Sind die Zustände in Schleswig-Holstein Ausnahme oder Regel? In Ostdeutschland gibt es vier große Koalitionen – und die sind relativ stabil.

Von Matthias Schlegel

Berlin - Wenn Sachsen-Anhalts Ministerpräsident Wolfgang Böhmer und sein Stellvertreter und Finanzminister Jens Bullerjahn, der CDU- und der SPD- Mann, der 73-Jährige und der 47-Jährige, gemeinsam öffentlich auftreten, kommt mehr als koalitionäre Verbundenheit rüber: Da ist fast so etwas wie väterliche Zuwendung auf der einen, achtungsvoller Respekt auf der anderen und eine Menge gegenseitiges Vertrauen auf beiden Seiten im Spiel.

Zwischen dem Böhmer-Bullerjahn- und dem Carstensen-Stegner-Effekt in Schleswig-Holstein liegen Welten. Zwar ist die spezielle personelle Konstellation in Magdeburg auch nicht hundertprozentig auf die Koalitionen von CDU und SPD in den anderen drei ostdeutschen Bundesländern zu übertragen – dennoch: Auch die großen Koalitionen in Mecklenburg-Vorpommern, Sachsen und Brandenburg sind deshalb so relativ stabil, weil ihre Protagonisten einen guten Draht zueinander haben.

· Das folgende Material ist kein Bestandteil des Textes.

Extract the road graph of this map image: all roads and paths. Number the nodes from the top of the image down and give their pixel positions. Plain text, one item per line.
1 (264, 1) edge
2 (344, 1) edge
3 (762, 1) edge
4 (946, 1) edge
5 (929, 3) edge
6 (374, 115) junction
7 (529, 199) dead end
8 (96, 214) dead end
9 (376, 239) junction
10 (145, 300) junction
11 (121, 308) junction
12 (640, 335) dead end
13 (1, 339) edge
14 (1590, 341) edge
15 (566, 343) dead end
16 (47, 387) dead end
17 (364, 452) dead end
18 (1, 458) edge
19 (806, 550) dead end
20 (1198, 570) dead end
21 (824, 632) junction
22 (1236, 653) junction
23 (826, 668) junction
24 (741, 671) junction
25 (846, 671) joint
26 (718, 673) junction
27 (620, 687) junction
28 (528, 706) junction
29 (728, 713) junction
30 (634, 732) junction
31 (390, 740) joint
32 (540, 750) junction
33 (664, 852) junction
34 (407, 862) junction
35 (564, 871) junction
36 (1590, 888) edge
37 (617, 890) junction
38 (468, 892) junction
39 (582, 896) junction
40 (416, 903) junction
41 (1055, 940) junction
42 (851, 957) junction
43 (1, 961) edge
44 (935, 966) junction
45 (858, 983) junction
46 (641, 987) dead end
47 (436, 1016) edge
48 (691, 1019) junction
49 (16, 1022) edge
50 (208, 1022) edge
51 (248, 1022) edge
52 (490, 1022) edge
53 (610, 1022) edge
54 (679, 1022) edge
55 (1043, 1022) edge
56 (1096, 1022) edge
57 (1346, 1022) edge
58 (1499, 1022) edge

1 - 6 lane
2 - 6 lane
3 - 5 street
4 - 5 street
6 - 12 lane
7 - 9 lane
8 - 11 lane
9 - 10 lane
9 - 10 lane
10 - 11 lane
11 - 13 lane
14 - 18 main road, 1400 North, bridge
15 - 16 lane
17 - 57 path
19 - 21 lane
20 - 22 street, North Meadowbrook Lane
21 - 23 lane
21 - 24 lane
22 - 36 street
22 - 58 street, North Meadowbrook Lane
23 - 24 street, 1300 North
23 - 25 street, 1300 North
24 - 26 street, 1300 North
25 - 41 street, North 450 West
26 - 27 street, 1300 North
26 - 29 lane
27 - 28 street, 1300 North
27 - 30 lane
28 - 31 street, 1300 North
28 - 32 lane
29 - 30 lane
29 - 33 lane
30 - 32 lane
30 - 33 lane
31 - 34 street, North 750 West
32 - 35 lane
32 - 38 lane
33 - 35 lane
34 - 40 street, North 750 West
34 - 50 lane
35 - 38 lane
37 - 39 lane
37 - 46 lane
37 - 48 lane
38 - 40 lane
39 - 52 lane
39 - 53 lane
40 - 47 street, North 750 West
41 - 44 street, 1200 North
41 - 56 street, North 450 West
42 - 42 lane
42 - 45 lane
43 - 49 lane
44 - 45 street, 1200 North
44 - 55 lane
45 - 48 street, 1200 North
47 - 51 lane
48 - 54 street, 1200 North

„Es wird bei Koalitionen immer unterschätzt, ob das Spitzenpersonal miteinander kann“, sagt der Politikwissenschaftler Oskar Niedermayer von der FU Berlin. Carstensen und Stegner seien praktisch gezwungen gewesen, den Versuch miteinander zu machen. Zwar habe es in Kiel auch „riesige Sachprobleme“ gegeben. „Doch die gibt es immer, und die Koalition in Schleswig-Holstein ist vor allem daran gescheitert, dass sich die Spitzenleute nicht respektieren.“

Doch Niedermayer sieht auch einen verallgemeinerbaren Ost-West-Unterschied. Da seien andere Landesparteien am Werke. „In den ostdeutschen Parteien gibt es nicht eine solch lange Tradition politischen Gegnertums wie in Westdeutschland“, sagt er. Insofern verwundere die größere Stabilität der großen Koalitionen in den neuen Bundesländern nicht.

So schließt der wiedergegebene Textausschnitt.